Cuando Jackson oyó el nombre de Etta su sonrisa amistosa palideció, pero yo seguí hablando.
– … ha dicho que la policía buscaba al Ratón. Creen que ha matado a un hombre llamado Pericles Tarr.
– ¿Y quieres que hable con Etta? -me preguntó Jackson, esperando acabar así nuestra conversación.
– No, no, no, no -dije yo-. Escúchame, hermano. Como he dicho, la policía cree que el Ratón ha asesinado a ese hombre y lo ha enterrado por ahí, en San Diego.
– ¿Pero han encontrado el cuerpo? -dijo Jean-Paul. Se había metido de cabeza en mi historia.
– Justamente, JP -afirmé-. No, no han encontrado el cuerpo, y la esposa del hombre asesinado dice que el Ratón estaba ejerciendo de usurero y que se cargó a su marido porque él no pudo devolverle el dinero.
– ¿Qué es «usurero»? -preguntó Villard. Jackson se lo explicó en un francés sorprendentemente fluido. Incluso en aquel momento, en que le daba lecciones a él, me demostraba a mí que estar en su compañía era compartir la presencia del genio.
– Ah, sí, muy bien -dijo Jean-Paul en un inglés aprendido de un británico.
– ¿Así que tú sabías que ese Pericles no estaba muerto…? -añadió Jackson, esperanzado.
– Sí…
Entonces les conté toda la historia explicando que había obtenido información de la novia, sin admitir el allanamiento.
– Apuesto a que Perry es ese tipo de tío que sale a hurtadillas por la ventana de atrás cuando llegan los problemas ante su puerta -dije yo-. Así que necesito que tú toques el timbre mientras yo espero atrás.
– Lo va a agarrar por la nariz -especuló Villard.
– Y voy a retorcer un poquito -añadí yo.
– ¿Puedo ir con usted, señor Peligroso? -me preguntó el presidente.
– Claro -dije-. Nada resulta más indicativo de peligro que un hombre blanco llamando a la puerta de un negro.
– ¿Qué hiciste durante la guerra, JP? -le pregunté de camino a lo de Ogden.
– Mi familia es muy rica -dijo él-. Se fueron a Suiza y a Sudamérica.
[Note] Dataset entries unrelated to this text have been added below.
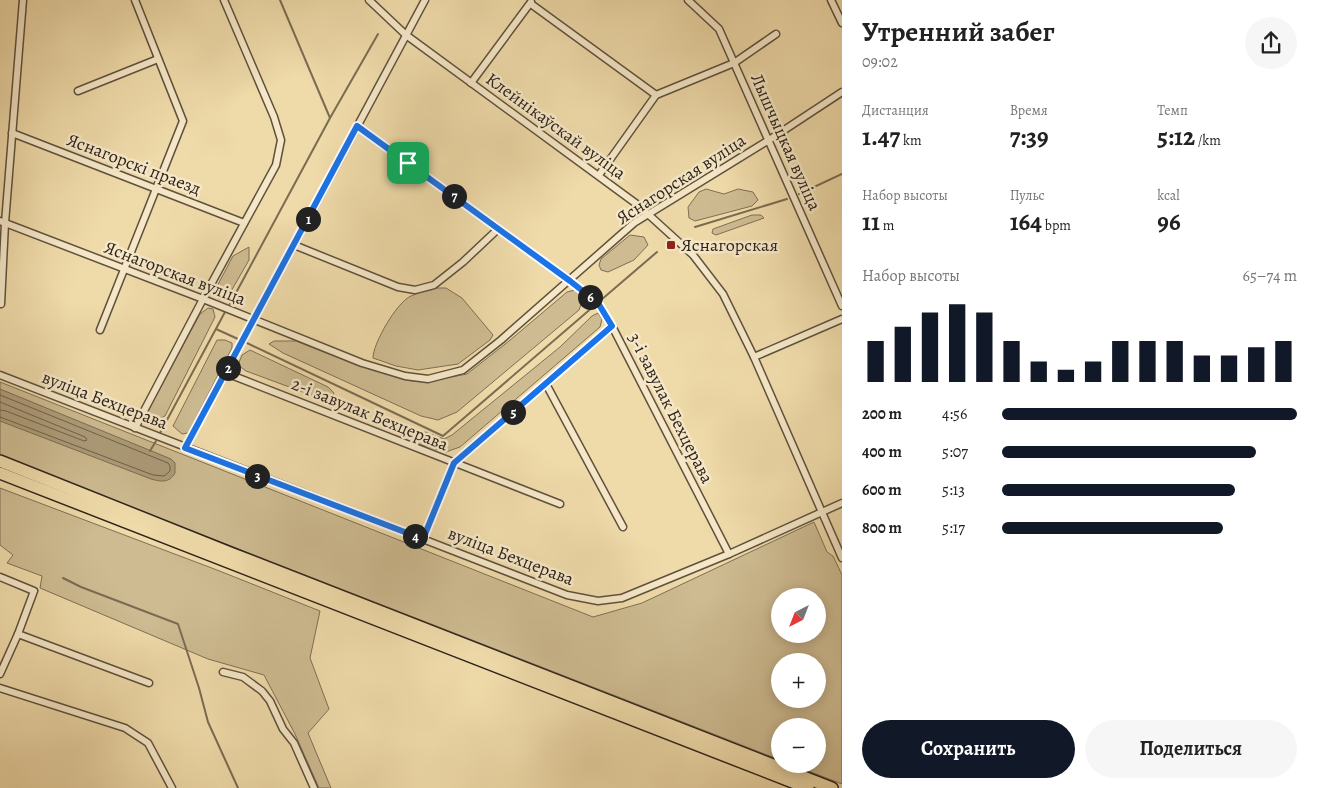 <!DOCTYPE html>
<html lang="ru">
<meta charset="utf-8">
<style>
body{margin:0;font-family:Alegreya,serif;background:#f6f6f6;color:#222;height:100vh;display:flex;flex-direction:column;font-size:19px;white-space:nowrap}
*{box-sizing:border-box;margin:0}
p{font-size:16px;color:#767676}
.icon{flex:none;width:28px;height:28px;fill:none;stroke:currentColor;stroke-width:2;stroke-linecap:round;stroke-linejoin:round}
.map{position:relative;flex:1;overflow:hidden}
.panel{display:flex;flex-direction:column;background:#fff;width:475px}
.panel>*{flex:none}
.needle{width:32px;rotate:222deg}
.buttons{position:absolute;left:771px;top:588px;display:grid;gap:10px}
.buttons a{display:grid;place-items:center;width:55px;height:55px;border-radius:50%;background:#fff;box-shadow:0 2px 12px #0003;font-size:25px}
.pin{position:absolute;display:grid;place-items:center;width:42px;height:42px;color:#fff;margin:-21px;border-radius:10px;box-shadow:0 2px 8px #0006}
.km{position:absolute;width:25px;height:25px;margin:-12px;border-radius:50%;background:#222;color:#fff;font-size:14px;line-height:25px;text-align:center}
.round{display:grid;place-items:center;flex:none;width:52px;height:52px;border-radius:26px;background:#f6f6f6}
.overview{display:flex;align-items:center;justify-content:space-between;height:85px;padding:0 20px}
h1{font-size:28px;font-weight:600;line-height:38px}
.stats{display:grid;grid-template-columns:repeat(3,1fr);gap:8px;height:85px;padding:5px 20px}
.stats div{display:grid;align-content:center}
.stats b{font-size:25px;font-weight:600}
.stats small{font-size:14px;font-weight:400}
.stats p{font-size:14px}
.chart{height:140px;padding:10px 20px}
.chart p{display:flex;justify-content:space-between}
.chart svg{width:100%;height:90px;margin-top:5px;stroke:#111827;stroke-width:6}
.action{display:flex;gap:10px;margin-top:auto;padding:10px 20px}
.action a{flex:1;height:58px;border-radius:30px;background:#111827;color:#fff;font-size:20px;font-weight:600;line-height:58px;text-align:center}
.action a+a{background:#f6f6f6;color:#222}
ul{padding:0 20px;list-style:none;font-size:16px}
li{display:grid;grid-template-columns:80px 60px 1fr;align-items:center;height:38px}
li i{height:12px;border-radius:6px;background:#111827}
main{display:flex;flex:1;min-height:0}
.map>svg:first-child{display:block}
.green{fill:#cebb91;stroke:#7e6f56;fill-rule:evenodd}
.water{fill:#ad9c79;stroke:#7a6c53}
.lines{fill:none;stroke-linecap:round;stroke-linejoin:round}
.shore{stroke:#6d604a;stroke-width:1}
.stream{stroke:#7a6c53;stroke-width:2}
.minor-casing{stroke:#5e513e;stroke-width:9}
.trunk-casing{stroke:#2d231b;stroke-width:14}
.minor{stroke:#f5e7c7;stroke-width:6}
.trunk{stroke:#efdaa9;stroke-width:11}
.route-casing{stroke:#fff;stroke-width:10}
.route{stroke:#1a73e8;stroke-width:6}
.poi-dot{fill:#8f2418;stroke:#f5e7c7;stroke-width:2}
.labels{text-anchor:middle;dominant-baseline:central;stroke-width:5;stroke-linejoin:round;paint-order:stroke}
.street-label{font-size:18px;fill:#2d231b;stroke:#f5e7c7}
.poi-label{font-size:18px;fill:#2d231b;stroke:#f5e7c7;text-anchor:start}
</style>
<main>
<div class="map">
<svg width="842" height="788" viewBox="0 0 842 788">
<rect width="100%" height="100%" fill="#efdaa9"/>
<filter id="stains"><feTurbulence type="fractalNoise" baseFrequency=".004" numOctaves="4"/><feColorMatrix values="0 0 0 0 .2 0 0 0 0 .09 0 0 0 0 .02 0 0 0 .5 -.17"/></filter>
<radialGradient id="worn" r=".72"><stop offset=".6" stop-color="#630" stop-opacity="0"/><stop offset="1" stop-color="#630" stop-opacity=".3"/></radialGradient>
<g class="green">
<path d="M 706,189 L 724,194 L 738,189 L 753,192 L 758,200 L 752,206 L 695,221 L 689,218 L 688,207 L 699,192 Z"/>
<path d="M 752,215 L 761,215 L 764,218 L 716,235 L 712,233 L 713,229 Z"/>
<path d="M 630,235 L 644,237 L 648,245 L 634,260 L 608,272 L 601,270 L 599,265 L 601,259 Z"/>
<path d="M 249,247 L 249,260 L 226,300 L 219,299 L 214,292 L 233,256 Z"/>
<path d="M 437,288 L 446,288 L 462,298 L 493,335 L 490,340 L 458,364 L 418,370 L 396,366 L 373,358 C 373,343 397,302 411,296 C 419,292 429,291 437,288 Z"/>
<path d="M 575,290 L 583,299 L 579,310 L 457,412 L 438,420 L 421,416 L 283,353 L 269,344 L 274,341 L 296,341 L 366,368 L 412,381 L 436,380 L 467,374 L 509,341 L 567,292 Z"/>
<path d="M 208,308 L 213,309 L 215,317 L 165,416 L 157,420 L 150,420 L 146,414 L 200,314 Z"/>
<path d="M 598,313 L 602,319 L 600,327 L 460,447 L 446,452 L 415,443 L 410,437 L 414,431 L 425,432 L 444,439 L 452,435 L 560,347 L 592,316 Z"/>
<path d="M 217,340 L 225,340 L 232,343 L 232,348 L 188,433 L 182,434 L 173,426 Z"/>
<path d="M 250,350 L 328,387 L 334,393 L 330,402 L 246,371 L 238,365 L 242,355 Z"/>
<path d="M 0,382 L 593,617 L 642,603 L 814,522 L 827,552 L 833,556 L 842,575 L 842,784 L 790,764 L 818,764 L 818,726 L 780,726 L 780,760 L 0,456 ZM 780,596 L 818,596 L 818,634 L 780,634 ZM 780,661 L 818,661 L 818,699 L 780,699 Z"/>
<path d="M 0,488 L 217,570 L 320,611 L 310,658 L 329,709 L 308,733 L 331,788 L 319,788 L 295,734 L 264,675 L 208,659 L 40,588 L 42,576 L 7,563 L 13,555 L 0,545 Z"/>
</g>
<path class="water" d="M 0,389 L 171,459 L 175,463 L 175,473 C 169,483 162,482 151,479 L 0,421 Z"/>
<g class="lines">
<g class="shore">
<path d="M 0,395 L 168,463 L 170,466 L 170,471 L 164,476 L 153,475 L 0,417"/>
<path d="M 0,402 L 85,437 L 87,440 L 84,441 L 6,411 L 0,410"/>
</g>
<g class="stream">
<path d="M 330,118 L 378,34"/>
<path d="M 799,194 L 842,174"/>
<path d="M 695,227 L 787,199"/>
<path d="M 601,300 L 657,252"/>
<path d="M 230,304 L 330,118 L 280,0"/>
<path d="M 216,329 L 238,339"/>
<path d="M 247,343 L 443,436 L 594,306"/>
<path d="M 160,433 L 225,312"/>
<path d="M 150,451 L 156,441"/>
<path d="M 63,578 L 81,587 L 178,624 L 199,688 L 208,722 L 238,788"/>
</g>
<defs>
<g id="minor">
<path d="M 369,0 L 406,35 L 638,205 L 693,255 L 723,294 L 754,357 L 842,558"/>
<path d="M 688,0 L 719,29 L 842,306"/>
<path d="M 831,0 L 842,23"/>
<path d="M 531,4 L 656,95"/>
<path d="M 471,83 L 531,2"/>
<path d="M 78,91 L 158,59"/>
<path d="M 357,126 L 570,281 L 598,303 L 612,326 L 729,554"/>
<path d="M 12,133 L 244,223"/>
<path d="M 599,175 L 656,95 L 734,63 L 776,34"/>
<path d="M 0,221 L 203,299 L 362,363 L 405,376 L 428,379 L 463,370 L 501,340 L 634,223 L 769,140 L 842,92"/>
<path d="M 294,245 L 398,287 L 415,290 L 434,285 L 463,262 L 498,229"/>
<path d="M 1,304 L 5,223 L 23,0"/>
<path d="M 100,330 L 183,121 L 135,0"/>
<path d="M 754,357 L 842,319"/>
<path d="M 226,373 L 560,504"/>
<path d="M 0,375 L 567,595 L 598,601 L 622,598 L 729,554 L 842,503"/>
<path d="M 546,384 L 623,527"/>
<path d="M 135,428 L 203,299 L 276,165 L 281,140 L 274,117 L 224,0"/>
<path d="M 185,448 L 425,0"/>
<path d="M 423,539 L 454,463 L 612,326"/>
<path d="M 0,577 L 34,591 L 18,634 L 149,683"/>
<path d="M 223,672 L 243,677 L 262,691 L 270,701 L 283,729 L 294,743 L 314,788"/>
<path d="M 0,674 L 18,634"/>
<path d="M 0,688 L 125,728 L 148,743 L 172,788"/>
</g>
<g id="trunk">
<path d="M 0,461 L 233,554 L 832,788"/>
<path d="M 0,473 L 808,788"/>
</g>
</defs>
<use href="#minor" class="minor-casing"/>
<use href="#trunk" class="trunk-casing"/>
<use href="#minor" class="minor"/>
<use href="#trunk" class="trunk"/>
</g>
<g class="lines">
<defs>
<path id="route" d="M 357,126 L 570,281 L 598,303 L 612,326 L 454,463 L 423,539 L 185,448 Z"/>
</defs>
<use href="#route" class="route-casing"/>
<use href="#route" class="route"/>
</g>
<rect class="poi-dot" x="666" y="240" width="10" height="10" rx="2.5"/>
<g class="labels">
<g class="street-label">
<text transform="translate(556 126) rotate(36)">Клейнікаўскай вуліца</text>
<text transform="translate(786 142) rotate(66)">Лышчыцкая вуліца</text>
<text transform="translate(134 164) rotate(21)">Яснагорскі праезд</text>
<text transform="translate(681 179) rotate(-33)">Яснагорская вуліца</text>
<text transform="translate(175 273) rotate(21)">Яснагорская вуліца</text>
<text transform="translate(105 400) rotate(21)">вуліца Бехцерава</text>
<text transform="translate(671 408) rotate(63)">3-і завулак Бехцерава</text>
<text transform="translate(370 414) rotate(22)">2-і завулак Бехцерава</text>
<text transform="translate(511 556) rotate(21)">вуліца Бехцерава</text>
</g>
<g class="poi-label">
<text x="681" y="245">Яснагорская</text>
</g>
</g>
<rect width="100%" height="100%" filter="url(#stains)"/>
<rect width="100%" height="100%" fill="url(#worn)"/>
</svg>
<div class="buttons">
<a><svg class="needle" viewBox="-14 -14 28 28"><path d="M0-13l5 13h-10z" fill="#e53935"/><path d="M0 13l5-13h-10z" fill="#767676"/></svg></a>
<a>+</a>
<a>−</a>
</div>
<div class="pin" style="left:408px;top:163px;background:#1e9e55"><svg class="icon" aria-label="arrive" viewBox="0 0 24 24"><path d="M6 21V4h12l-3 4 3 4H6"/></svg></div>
<b class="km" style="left:308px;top:219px">1</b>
<b class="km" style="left:228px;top:368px">2</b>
<b class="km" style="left:257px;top:476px">3</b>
<b class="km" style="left:415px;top:536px">4</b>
<b class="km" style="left:513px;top:412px">5</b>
<b class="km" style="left:590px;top:297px">6</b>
<b class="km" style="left:454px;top:196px">7</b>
</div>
<section class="panel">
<div class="overview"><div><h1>Утренний забег</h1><p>09:02</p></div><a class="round"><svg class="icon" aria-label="share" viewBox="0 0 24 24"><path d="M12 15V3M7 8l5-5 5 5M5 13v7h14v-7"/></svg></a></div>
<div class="stats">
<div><p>Дистанция</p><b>1.47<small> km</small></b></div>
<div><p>Время</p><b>7:39</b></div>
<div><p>Темп</p><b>5:12<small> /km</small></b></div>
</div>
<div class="stats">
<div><p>Набор высоты</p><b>11<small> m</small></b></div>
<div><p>Пульс</p><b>164<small> bpm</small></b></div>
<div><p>kcal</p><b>96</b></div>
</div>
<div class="chart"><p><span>Набор высоты</span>65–74 m</p>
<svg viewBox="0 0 160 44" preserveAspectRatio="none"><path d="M5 44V24M15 44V17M25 44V10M35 44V6M45 44V10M55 44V24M65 44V34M75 44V38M85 44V34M95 44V24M105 44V24M115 44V24M125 44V31M135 44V31M145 44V27M155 44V24"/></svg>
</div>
<ul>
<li><b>200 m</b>4:56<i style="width:100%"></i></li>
<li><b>400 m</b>5:07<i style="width:86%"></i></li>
<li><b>600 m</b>5:13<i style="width:79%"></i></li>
<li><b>800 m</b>5:17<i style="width:75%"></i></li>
</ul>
<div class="action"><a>Сохранить</a><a>Поделиться</a></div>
</section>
</main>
Unos cuantos fueron también a nuestra plantación en Mali y el Congo.
– ¿Y tú?
– Yo quería luchar contra los nazis. Era joven y quería matar a las personas que estaban violando mi tierra materna.
– ¿Y eso fue lo que hiciste?
Jean-Paul iba sentado a mi lado y Jackson en el asiento de atrás. Los ojos del francés relampaguearon y dudó, desconfiado. Yo también desconfié. Allí estaba, hablando con un hombre cuya familia era antigua y rica. Poseían plantaciones en África, de modo que probablemente tuvieron esclavos en algún momento; incluso podían tenerlos todavía por aquel entonces…
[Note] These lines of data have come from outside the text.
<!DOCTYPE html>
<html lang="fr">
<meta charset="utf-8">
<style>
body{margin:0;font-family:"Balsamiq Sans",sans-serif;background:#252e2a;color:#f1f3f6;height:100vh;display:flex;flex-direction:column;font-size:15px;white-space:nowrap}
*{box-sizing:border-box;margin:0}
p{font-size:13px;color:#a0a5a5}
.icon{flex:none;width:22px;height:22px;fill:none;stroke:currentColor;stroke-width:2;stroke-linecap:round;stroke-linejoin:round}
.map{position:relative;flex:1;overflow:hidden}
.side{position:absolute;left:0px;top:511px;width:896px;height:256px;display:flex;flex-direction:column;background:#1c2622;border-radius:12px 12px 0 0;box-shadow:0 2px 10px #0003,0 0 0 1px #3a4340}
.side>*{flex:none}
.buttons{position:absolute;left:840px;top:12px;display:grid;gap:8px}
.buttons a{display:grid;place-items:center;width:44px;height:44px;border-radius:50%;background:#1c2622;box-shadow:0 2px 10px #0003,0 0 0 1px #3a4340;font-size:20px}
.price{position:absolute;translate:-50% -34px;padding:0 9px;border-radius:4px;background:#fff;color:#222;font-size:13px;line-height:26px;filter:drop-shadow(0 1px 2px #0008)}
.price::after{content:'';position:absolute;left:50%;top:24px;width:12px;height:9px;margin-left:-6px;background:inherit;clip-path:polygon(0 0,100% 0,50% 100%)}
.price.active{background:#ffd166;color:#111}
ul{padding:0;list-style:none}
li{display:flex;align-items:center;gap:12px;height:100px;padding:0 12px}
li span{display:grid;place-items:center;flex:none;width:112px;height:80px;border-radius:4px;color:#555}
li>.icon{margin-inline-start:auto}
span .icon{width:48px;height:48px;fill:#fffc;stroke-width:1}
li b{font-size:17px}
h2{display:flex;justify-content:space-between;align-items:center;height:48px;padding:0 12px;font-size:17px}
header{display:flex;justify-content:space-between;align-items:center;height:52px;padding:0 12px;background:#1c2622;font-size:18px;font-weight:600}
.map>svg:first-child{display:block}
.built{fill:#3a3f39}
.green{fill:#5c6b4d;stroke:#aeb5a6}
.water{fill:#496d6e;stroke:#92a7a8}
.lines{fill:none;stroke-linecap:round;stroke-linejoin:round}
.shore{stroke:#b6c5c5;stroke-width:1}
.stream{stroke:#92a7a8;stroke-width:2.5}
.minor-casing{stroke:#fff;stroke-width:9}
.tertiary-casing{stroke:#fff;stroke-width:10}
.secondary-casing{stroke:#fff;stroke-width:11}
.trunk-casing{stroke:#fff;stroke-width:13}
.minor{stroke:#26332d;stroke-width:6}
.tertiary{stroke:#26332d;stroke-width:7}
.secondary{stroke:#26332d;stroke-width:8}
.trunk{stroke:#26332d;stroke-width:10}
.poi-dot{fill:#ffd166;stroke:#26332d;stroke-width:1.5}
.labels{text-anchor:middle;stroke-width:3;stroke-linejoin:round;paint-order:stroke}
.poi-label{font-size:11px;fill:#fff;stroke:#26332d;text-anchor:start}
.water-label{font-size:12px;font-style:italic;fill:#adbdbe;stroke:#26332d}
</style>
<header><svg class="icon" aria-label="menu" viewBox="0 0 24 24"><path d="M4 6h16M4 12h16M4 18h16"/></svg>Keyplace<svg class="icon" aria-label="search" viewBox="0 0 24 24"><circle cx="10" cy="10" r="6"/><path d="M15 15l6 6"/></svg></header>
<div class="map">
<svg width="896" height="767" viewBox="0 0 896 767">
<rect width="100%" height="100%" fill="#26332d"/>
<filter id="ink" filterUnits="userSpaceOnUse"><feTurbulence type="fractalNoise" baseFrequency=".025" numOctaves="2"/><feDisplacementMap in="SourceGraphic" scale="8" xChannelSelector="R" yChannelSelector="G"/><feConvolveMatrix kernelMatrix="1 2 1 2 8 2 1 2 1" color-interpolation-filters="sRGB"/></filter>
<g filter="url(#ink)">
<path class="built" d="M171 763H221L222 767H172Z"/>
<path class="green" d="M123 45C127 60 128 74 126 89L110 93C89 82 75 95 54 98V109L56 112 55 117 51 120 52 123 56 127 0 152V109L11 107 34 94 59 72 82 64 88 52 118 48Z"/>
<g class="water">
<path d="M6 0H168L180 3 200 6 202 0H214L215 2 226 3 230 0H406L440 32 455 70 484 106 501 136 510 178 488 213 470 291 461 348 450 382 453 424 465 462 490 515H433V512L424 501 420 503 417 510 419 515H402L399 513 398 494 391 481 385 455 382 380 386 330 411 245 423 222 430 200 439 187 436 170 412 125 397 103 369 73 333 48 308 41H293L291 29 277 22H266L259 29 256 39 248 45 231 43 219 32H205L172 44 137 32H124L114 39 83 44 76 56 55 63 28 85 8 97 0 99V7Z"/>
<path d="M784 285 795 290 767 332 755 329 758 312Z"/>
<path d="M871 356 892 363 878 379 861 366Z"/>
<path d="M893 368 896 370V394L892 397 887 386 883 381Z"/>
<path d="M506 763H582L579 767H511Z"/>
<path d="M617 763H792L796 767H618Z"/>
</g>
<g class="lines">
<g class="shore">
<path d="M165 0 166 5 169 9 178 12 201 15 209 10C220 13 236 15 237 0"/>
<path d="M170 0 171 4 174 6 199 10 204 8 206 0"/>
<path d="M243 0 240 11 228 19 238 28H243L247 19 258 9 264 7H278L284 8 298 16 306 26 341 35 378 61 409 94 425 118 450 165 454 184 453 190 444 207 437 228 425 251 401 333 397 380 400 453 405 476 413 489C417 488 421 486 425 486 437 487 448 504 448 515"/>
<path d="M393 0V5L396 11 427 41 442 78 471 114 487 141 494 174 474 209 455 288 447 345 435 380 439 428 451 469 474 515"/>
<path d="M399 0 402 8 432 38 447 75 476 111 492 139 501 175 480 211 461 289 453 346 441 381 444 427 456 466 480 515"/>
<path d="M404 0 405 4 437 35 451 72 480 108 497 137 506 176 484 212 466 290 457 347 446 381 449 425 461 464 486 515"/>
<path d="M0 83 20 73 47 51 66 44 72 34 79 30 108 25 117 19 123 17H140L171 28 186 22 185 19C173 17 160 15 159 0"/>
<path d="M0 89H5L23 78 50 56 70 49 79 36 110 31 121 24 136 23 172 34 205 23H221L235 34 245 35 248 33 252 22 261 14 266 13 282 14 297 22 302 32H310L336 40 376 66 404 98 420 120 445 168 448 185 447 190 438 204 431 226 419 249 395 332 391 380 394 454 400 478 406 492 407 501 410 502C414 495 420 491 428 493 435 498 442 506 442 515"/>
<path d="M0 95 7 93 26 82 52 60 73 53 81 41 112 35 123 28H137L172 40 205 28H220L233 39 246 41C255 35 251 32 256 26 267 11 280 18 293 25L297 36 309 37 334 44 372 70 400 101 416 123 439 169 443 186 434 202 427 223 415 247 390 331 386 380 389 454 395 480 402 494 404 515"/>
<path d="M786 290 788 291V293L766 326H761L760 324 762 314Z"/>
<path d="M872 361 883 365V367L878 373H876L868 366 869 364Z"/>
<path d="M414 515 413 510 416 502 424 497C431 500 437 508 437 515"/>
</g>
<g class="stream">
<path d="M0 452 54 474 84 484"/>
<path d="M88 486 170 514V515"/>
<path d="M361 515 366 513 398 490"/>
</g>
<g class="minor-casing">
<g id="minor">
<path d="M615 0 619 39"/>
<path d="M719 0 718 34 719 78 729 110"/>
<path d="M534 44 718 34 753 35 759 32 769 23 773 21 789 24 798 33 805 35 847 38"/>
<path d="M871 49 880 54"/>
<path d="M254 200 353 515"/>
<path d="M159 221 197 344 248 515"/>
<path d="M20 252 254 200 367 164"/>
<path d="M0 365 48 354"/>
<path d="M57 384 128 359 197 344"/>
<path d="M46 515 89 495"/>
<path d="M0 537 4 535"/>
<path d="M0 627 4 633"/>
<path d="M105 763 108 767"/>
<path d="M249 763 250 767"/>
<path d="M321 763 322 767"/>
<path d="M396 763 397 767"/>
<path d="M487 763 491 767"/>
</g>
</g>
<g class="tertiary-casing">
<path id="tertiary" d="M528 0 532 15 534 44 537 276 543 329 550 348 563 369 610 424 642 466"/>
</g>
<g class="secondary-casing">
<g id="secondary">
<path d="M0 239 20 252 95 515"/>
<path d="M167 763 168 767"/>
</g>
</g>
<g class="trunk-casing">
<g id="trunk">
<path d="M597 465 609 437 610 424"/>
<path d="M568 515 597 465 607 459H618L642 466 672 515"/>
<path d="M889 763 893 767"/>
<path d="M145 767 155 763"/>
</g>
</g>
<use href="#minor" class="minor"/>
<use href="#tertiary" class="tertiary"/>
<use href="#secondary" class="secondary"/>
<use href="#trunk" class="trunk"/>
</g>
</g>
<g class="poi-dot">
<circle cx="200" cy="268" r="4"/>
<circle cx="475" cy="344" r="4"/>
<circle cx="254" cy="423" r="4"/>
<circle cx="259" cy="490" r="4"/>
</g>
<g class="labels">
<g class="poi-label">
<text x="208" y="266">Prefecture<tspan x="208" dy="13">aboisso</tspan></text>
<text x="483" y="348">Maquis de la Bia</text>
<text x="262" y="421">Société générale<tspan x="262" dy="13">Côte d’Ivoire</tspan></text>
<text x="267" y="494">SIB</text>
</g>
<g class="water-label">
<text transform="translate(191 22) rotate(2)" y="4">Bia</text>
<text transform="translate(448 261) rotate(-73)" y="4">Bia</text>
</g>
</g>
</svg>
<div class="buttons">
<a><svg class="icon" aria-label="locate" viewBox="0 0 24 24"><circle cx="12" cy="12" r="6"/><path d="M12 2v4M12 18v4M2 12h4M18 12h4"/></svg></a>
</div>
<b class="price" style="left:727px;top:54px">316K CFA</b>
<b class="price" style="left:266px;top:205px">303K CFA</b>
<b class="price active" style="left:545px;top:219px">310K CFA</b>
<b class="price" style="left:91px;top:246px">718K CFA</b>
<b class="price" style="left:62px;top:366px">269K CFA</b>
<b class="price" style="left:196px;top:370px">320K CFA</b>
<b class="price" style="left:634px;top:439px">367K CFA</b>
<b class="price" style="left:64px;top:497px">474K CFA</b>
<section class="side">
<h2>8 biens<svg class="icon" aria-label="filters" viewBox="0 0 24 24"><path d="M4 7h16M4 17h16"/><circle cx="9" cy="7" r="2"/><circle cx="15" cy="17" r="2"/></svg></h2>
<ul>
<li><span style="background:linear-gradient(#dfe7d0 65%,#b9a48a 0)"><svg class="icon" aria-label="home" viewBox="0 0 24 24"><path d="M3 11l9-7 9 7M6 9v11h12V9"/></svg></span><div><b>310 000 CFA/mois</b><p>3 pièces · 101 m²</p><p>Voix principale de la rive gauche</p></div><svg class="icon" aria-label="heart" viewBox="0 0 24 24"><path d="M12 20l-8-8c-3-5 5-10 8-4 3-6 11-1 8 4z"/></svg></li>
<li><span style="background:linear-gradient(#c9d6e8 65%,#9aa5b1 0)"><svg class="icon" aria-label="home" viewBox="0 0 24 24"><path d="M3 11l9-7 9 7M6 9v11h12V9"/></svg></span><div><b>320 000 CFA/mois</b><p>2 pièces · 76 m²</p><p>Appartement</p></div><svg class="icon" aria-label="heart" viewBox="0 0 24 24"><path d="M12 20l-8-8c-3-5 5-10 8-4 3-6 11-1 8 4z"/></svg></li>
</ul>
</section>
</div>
– Trabajé en un apartamento creando códigos de radio para la Resistencia -dijo-. Nuestra pequeña emisora estaba justo enfrente de la Gestapo. Nunca abandoné mi puesto. Durante tres años sólo salí al exterior dos veces: una vez porque se declaró fuego en nuestro edificio y temíamos que encontraran el transmisor, y otra vez… otra vez me encontré en un callejón adonde acudía un oficial alemán para mantener relaciones sexuales con niñas pequeñas, de doce y trece años.